A comparação entre Febo e D. João V, denominando o monarca como o sol lusitano, é, ainda, uma alusão à metáfora do sol como poder régio. Isso porque o reinado de D. João V foi marcado por grandes inovações, possibilitadas pela descoberta do ouro nas terras de Minas Gerais. Além disso, o governante incentivou a busca de conhecimento e de ideias filosóficas que circulavam para além das fronteiras de Portugal, fazendo com que o seu reinado fosse conhecido tanto pela exuberância do ouro como também pelo caráter intelectual, o que provavelmente leva os autores da Relação Panegyrica a demarcarem essa ligação entre D. João e o sol.
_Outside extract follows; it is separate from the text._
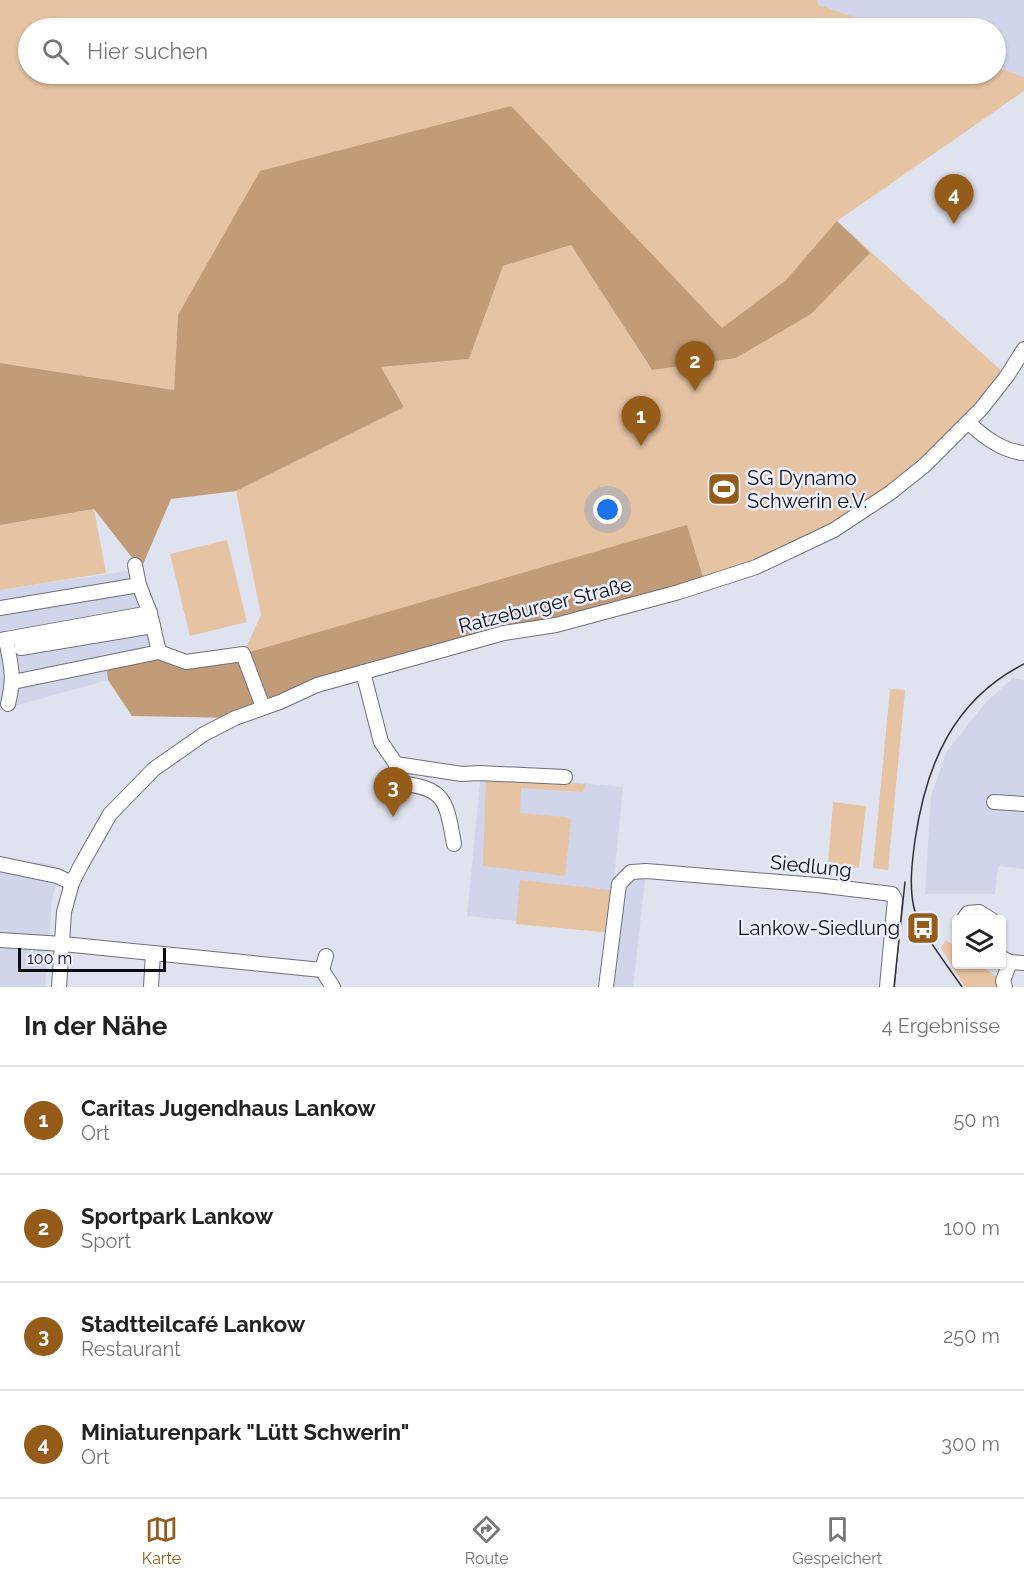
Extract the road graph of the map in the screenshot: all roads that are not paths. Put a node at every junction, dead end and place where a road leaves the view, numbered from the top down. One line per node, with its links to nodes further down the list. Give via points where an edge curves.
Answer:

Essa aproximação não se restringe às obras latinas: nos poemas escritos em português, a figura divina, mas dessa vez o Deus cristão, é também aproximada à de Dom João V. A diferença, no entanto, é que o rei não mais é igual em força e poder a Deus, porque, pela filosofia cristã, apenas Deus é o soberano. Isso, contudo, não enfraquece a imagem de Dom João V, pois a comparação do rei à imagem religiosa cristã é feita por meio da graça alcançada pelo monarca, que ascendeu à morada de Cristo e pôde gozar de sua companhia eternamente. Se, por um lado, a comparação do rei com Febo sustentou a ideia do monarca como o sol lusitano aludindo ao poder régio de Dom João V, por outro, aproximar o rei à figura de Deus é denotar que o governante teve uma boa morte marcada pela retidão do exercício de suas virtudes em vida. Nos poemas escritos em português, é evidente a construção da imagem de Dom João V como aquele cuja vida cristã, representada pelos seus atos antes de sua morte, proporcionou ao rei viver eternamente na companhia de Deus, tendo sua glória terrestre acabado, mas foi conquistada a glória divina. Assim, a aproximação do monarca lusitano a Deus ressalta a figura de um rei virtuoso, instrumento divino em favor dos portugueses, cujas ações garantiram-lhe a bonança.
A adequação das divindades nos poemas em latim e em português é apenas um exemplo de como a recepção da Antiguidade no conjunto da obra não é somente uma demonstração de competência linguística, mas também uma performance retórica. A produção letrada das Américas apropriava-se dos elementos retóricos tradicionais, adaptados ao seu momento e lugar; assim, os súditos da Coroa Portuguesa na América mostram, com sua obra, que detêm erudição e conhecimento suficientes para produzir uma obra adequada, multilíngue, agradável à corte portuguesa.